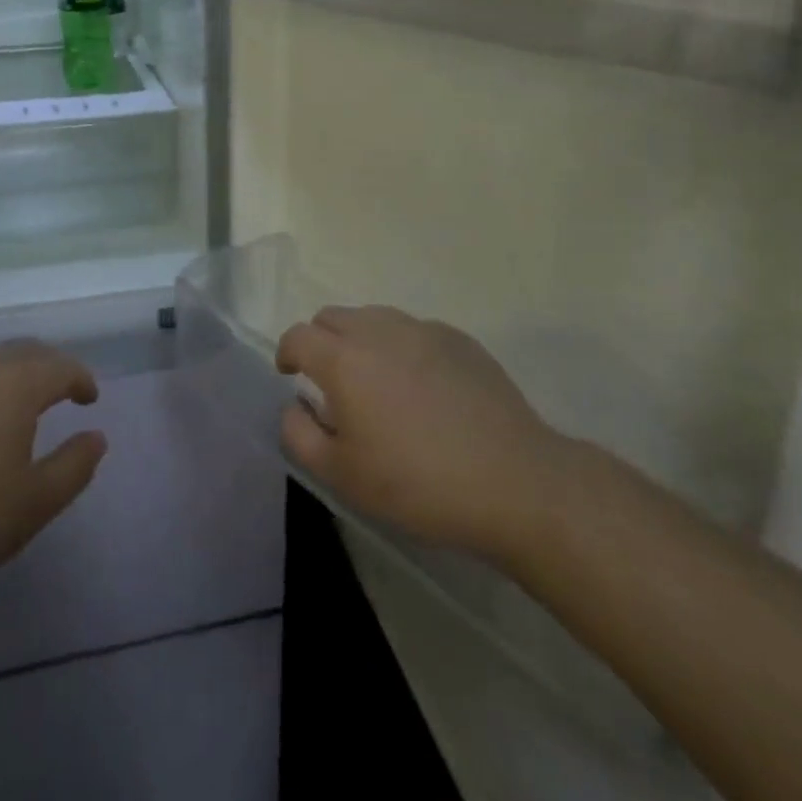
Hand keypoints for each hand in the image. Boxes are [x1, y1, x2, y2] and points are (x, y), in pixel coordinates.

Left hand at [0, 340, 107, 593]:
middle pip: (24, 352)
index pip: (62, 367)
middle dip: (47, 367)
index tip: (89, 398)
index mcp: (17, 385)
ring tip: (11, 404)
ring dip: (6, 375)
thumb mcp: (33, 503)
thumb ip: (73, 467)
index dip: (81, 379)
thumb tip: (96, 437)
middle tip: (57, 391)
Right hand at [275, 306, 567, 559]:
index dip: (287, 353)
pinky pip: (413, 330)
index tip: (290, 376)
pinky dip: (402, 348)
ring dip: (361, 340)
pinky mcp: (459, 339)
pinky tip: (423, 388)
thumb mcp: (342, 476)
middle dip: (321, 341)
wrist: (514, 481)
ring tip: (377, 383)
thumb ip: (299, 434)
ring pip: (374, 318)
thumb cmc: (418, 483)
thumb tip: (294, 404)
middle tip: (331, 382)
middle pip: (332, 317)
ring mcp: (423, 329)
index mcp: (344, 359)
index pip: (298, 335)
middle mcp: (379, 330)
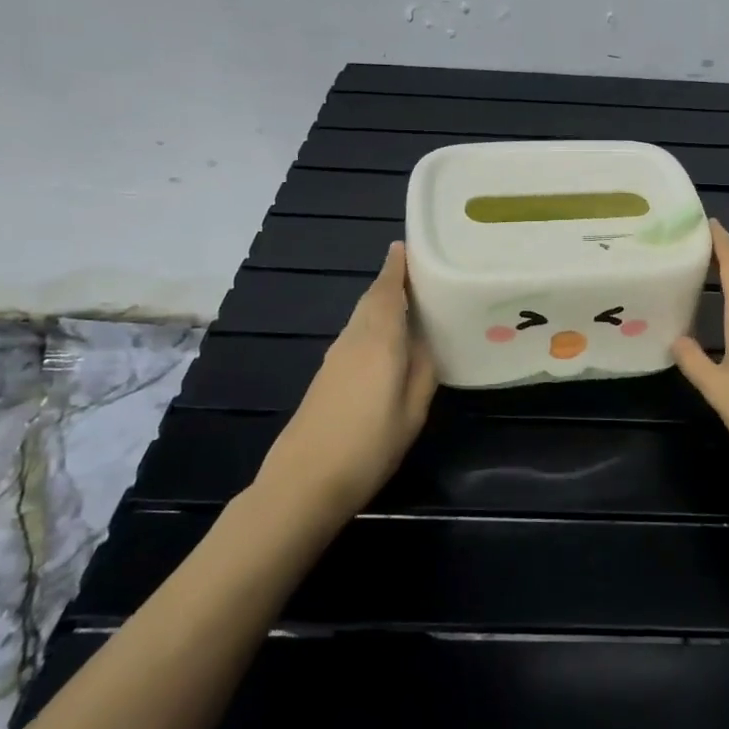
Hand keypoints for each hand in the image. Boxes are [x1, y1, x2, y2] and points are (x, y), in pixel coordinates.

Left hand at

**********

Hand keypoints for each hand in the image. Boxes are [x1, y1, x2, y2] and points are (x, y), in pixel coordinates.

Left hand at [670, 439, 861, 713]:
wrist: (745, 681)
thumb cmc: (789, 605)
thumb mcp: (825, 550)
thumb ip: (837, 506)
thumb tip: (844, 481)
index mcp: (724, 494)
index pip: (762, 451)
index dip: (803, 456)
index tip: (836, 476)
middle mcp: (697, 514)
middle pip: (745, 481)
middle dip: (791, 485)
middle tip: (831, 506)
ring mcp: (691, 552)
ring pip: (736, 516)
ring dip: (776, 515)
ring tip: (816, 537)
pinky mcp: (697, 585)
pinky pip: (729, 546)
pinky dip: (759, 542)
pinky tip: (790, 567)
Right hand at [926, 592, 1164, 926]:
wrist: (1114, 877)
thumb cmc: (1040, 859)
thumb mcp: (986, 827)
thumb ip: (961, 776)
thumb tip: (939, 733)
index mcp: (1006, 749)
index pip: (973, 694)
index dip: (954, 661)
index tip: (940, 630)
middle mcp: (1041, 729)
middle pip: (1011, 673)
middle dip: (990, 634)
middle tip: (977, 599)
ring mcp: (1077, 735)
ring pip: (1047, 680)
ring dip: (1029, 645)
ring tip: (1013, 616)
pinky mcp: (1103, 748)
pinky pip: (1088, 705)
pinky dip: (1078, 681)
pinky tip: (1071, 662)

**********

Exercise instructions:
Taking the lines above, repeat exactly those from the line that contains "thumb mcp: (986, 827)" through the line that contains "pinky tip: (1071, 662)", and both of those lines as well. Include nothing else.

Written answer:
thumb mcp: (986, 827)
thumb ip: (961, 776)
thumb tip: (939, 733)
index mcp: (1006, 749)
index pip: (973, 694)
index dip: (954, 661)
index tip: (940, 630)
middle mcp: (1041, 729)
middle pip: (1011, 673)
middle dip: (990, 634)
middle tip: (977, 599)
ring mcp: (1077, 735)
ring pip: (1047, 680)
ring dip: (1029, 645)
ring tip: (1013, 616)
pinky mcp: (1103, 748)
pinky pip: (1088, 705)
pinky dip: (1078, 681)
pinky tip: (1071, 662)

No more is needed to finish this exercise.